Every record below is to be restated word for word.
───── EXERCISE DATA ─────
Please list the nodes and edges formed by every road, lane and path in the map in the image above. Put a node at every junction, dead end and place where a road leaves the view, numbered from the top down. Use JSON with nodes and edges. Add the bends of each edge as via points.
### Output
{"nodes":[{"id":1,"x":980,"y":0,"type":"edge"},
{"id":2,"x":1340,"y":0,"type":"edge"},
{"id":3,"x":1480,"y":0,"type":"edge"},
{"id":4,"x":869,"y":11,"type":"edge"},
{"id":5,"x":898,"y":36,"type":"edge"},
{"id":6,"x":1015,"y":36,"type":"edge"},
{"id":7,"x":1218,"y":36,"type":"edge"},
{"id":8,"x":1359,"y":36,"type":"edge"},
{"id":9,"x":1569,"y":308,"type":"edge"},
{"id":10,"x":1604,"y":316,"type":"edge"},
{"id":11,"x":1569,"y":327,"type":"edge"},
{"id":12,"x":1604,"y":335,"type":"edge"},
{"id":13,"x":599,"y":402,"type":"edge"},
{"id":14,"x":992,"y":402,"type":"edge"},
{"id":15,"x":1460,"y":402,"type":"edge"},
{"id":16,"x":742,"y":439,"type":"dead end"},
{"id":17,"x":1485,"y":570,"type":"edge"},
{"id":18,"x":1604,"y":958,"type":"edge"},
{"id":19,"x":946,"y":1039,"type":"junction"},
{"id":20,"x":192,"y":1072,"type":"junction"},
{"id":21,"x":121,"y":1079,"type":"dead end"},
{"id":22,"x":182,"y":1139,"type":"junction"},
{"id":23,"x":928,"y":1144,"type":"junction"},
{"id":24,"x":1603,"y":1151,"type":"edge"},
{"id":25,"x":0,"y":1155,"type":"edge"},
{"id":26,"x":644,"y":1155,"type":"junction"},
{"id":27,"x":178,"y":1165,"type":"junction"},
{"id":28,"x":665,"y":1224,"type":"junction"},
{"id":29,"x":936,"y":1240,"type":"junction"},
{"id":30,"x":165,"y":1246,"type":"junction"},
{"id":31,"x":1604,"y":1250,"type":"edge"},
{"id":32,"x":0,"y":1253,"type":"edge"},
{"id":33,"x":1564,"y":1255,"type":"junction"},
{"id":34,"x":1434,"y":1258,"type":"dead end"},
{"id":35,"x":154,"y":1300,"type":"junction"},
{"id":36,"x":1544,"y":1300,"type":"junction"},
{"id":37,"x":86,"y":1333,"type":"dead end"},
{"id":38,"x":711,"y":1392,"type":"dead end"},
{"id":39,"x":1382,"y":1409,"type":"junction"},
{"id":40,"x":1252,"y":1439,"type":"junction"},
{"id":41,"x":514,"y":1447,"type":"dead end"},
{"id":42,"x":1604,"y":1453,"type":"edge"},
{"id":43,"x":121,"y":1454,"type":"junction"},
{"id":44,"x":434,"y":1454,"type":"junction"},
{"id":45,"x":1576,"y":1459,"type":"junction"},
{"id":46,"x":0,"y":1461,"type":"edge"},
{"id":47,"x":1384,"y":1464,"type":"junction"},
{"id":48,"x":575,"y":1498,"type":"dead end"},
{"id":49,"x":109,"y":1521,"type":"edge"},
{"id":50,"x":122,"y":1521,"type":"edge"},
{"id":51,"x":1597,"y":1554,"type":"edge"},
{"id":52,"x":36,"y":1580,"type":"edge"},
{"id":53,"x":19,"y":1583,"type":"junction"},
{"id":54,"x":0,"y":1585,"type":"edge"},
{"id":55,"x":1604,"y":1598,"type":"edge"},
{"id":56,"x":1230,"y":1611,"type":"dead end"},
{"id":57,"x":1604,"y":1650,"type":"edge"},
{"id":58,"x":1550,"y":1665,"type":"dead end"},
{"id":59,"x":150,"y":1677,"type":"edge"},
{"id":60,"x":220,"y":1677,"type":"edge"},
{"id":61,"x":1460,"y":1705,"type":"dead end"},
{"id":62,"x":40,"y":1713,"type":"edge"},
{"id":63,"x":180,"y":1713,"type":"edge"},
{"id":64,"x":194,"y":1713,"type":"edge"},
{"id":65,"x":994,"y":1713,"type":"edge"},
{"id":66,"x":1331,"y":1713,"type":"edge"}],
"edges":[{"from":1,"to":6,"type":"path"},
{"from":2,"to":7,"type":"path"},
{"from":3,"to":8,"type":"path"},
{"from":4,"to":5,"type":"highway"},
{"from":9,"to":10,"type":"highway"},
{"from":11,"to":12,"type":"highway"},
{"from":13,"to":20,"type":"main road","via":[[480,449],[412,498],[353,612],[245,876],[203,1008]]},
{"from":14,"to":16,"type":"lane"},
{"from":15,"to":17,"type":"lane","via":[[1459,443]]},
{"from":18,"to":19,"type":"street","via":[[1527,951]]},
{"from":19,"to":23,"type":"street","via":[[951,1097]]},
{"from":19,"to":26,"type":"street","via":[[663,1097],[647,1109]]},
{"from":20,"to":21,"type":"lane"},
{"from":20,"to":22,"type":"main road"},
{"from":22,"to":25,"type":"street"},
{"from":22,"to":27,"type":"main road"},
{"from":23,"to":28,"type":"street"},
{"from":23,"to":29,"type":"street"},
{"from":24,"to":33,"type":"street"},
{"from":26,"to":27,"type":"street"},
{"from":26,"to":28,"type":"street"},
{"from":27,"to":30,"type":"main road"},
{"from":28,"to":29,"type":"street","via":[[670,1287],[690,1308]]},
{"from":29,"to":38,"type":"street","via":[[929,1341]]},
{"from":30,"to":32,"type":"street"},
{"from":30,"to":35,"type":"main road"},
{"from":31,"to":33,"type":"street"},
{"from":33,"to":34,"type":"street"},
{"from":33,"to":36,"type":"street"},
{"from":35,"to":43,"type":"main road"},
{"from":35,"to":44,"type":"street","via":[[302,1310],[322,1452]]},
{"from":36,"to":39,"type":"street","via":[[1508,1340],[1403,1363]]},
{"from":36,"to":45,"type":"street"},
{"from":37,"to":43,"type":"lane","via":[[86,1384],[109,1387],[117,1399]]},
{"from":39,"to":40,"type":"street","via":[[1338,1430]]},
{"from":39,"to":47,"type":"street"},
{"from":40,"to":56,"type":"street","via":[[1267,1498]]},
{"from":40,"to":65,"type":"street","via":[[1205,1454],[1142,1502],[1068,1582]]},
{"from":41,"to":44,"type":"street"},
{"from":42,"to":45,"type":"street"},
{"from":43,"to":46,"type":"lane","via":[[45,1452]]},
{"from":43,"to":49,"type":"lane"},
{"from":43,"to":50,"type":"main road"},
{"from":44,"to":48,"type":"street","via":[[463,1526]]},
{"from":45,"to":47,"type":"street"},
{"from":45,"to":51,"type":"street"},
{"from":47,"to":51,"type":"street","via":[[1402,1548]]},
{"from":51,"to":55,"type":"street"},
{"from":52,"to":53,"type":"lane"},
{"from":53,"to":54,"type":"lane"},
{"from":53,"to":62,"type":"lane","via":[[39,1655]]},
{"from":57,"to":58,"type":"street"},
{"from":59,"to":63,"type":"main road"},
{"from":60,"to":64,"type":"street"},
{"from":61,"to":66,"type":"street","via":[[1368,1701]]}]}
─────
**SOLUTION TO THIS PROBLEM**:
Please list the nodes and edges formed by every road, lane and path in the map in the image above. Put a node at every junction, dead end and place where a road leaves the view, numbered from the top down. Use JSON with nodes and edges. Add the bends of each edge as via points.
### Output
{"nodes":[{"id":1,"x":980,"y":0,"type":"edge"},
{"id":2,"x":1340,"y":0,"type":"edge"},
{"id":3,"x":1480,"y":0,"type":"edge"},
{"id":4,"x":869,"y":11,"type":"edge"},
{"id":5,"x":898,"y":36,"type":"edge"},
{"id":6,"x":1015,"y":36,"type":"edge"},
{"id":7,"x":1218,"y":36,"type":"edge"},
{"id":8,"x":1359,"y":36,"type":"edge"},
{"id":9,"x":1569,"y":308,"type":"edge"},
{"id":10,"x":1604,"y":316,"type":"edge"},
{"id":11,"x":1569,"y":327,"type":"edge"},
{"id":12,"x":1604,"y":335,"type":"edge"},
{"id":13,"x":599,"y":402,"type":"edge"},
{"id":14,"x":992,"y":402,"type":"edge"},
{"id":15,"x":1460,"y":402,"type":"edge"},
{"id":16,"x":742,"y":439,"type":"dead end"},
{"id":17,"x":1485,"y":570,"type":"edge"},
{"id":18,"x":1604,"y":958,"type":"edge"},
{"id":19,"x":946,"y":1039,"type":"junction"},
{"id":20,"x":192,"y":1072,"type":"junction"},
{"id":21,"x":121,"y":1079,"type":"dead end"},
{"id":22,"x":182,"y":1139,"type":"junction"},
{"id":23,"x":928,"y":1144,"type":"junction"},
{"id":24,"x":1603,"y":1151,"type":"edge"},
{"id":25,"x":0,"y":1155,"type":"edge"},
{"id":26,"x":644,"y":1155,"type":"junction"},
{"id":27,"x":178,"y":1165,"type":"junction"},
{"id":28,"x":665,"y":1224,"type":"junction"},
{"id":29,"x":936,"y":1240,"type":"junction"},
{"id":30,"x":165,"y":1246,"type":"junction"},
{"id":31,"x":1604,"y":1250,"type":"edge"},
{"id":32,"x":0,"y":1253,"type":"edge"},
{"id":33,"x":1564,"y":1255,"type":"junction"},
{"id":34,"x":1434,"y":1258,"type":"dead end"},
{"id":35,"x":154,"y":1300,"type":"junction"},
{"id":36,"x":1544,"y":1300,"type":"junction"},
{"id":37,"x":86,"y":1333,"type":"dead end"},
{"id":38,"x":711,"y":1392,"type":"dead end"},
{"id":39,"x":1382,"y":1409,"type":"junction"},
{"id":40,"x":1252,"y":1439,"type":"junction"},
{"id":41,"x":514,"y":1447,"type":"dead end"},
{"id":42,"x":1604,"y":1453,"type":"edge"},
{"id":43,"x":121,"y":1454,"type":"junction"},
{"id":44,"x":434,"y":1454,"type":"junction"},
{"id":45,"x":1576,"y":1459,"type":"junction"},
{"id":46,"x":0,"y":1461,"type":"edge"},
{"id":47,"x":1384,"y":1464,"type":"junction"},
{"id":48,"x":575,"y":1498,"type":"dead end"},
{"id":49,"x":109,"y":1521,"type":"edge"},
{"id":50,"x":122,"y":1521,"type":"edge"},
{"id":51,"x":1597,"y":1554,"type":"edge"},
{"id":52,"x":36,"y":1580,"type":"edge"},
{"id":53,"x":19,"y":1583,"type":"junction"},
{"id":54,"x":0,"y":1585,"type":"edge"},
{"id":55,"x":1604,"y":1598,"type":"edge"},
{"id":56,"x":1230,"y":1611,"type":"dead end"},
{"id":57,"x":1604,"y":1650,"type":"edge"},
{"id":58,"x":1550,"y":1665,"type":"dead end"},
{"id":59,"x":150,"y":1677,"type":"edge"},
{"id":60,"x":220,"y":1677,"type":"edge"},
{"id":61,"x":1460,"y":1705,"type":"dead end"},
{"id":62,"x":40,"y":1713,"type":"edge"},
{"id":63,"x":180,"y":1713,"type":"edge"},
{"id":64,"x":194,"y":1713,"type":"edge"},
{"id":65,"x":994,"y":1713,"type":"edge"},
{"id":66,"x":1331,"y":1713,"type":"edge"}],
"edges":[{"from":1,"to":6,"type":"path"},
{"from":2,"to":7,"type":"path"},
{"from":3,"to":8,"type":"path"},
{"from":4,"to":5,"type":"highway"},
{"from":9,"to":10,"type":"highway"},
{"from":11,"to":12,"type":"highway"},
{"from":13,"to":20,"type":"main road","via":[[480,449],[412,498],[353,612],[245,876],[203,1008]]},
{"from":14,"to":16,"type":"lane"},
{"from":15,"to":17,"type":"lane","via":[[1459,443]]},
{"from":18,"to":19,"type":"street","via":[[1527,951]]},
{"from":19,"to":23,"type":"street","via":[[951,1097]]},
{"from":19,"to":26,"type":"street","via":[[663,1097],[647,1109]]},
{"from":20,"to":21,"type":"lane"},
{"from":20,"to":22,"type":"main road"},
{"from":22,"to":25,"type":"street"},
{"from":22,"to":27,"type":"main road"},
{"from":23,"to":28,"type":"street"},
{"from":23,"to":29,"type":"street"},
{"from":24,"to":33,"type":"street"},
{"from":26,"to":27,"type":"street"},
{"from":26,"to":28,"type":"street"},
{"from":27,"to":30,"type":"main road"},
{"from":28,"to":29,"type":"street","via":[[670,1287],[690,1308]]},
{"from":29,"to":38,"type":"street","via":[[929,1341]]},
{"from":30,"to":32,"type":"street"},
{"from":30,"to":35,"type":"main road"},
{"from":31,"to":33,"type":"street"},
{"from":33,"to":34,"type":"street"},
{"from":33,"to":36,"type":"street"},
{"from":35,"to":43,"type":"main road"},
{"from":35,"to":44,"type":"street","via":[[302,1310],[322,1452]]},
{"from":36,"to":39,"type":"street","via":[[1508,1340],[1403,1363]]},
{"from":36,"to":45,"type":"street"},
{"from":37,"to":43,"type":"lane","via":[[86,1384],[109,1387],[117,1399]]},
{"from":39,"to":40,"type":"street","via":[[1338,1430]]},
{"from":39,"to":47,"type":"street"},
{"from":40,"to":56,"type":"street","via":[[1267,1498]]},
{"from":40,"to":65,"type":"street","via":[[1205,1454],[1142,1502],[1068,1582]]},
{"from":41,"to":44,"type":"street"},
{"from":42,"to":45,"type":"street"},
{"from":43,"to":46,"type":"lane","via":[[45,1452]]},
{"from":43,"to":49,"type":"lane"},
{"from":43,"to":50,"type":"main road"},
{"from":44,"to":48,"type":"street","via":[[463,1526]]},
{"from":45,"to":47,"type":"street"},
{"from":45,"to":51,"type":"street"},
{"from":47,"to":51,"type":"street","via":[[1402,1548]]},
{"from":51,"to":55,"type":"street"},
{"from":52,"to":53,"type":"lane"},
{"from":53,"to":54,"type":"lane"},
{"from":53,"to":62,"type":"lane","via":[[39,1655]]},
{"from":57,"to":58,"type":"street"},
{"from":59,"to":63,"type":"main road"},
{"from":60,"to":64,"type":"street"},
{"from":61,"to":66,"type":"street","via":[[1368,1701]]}]}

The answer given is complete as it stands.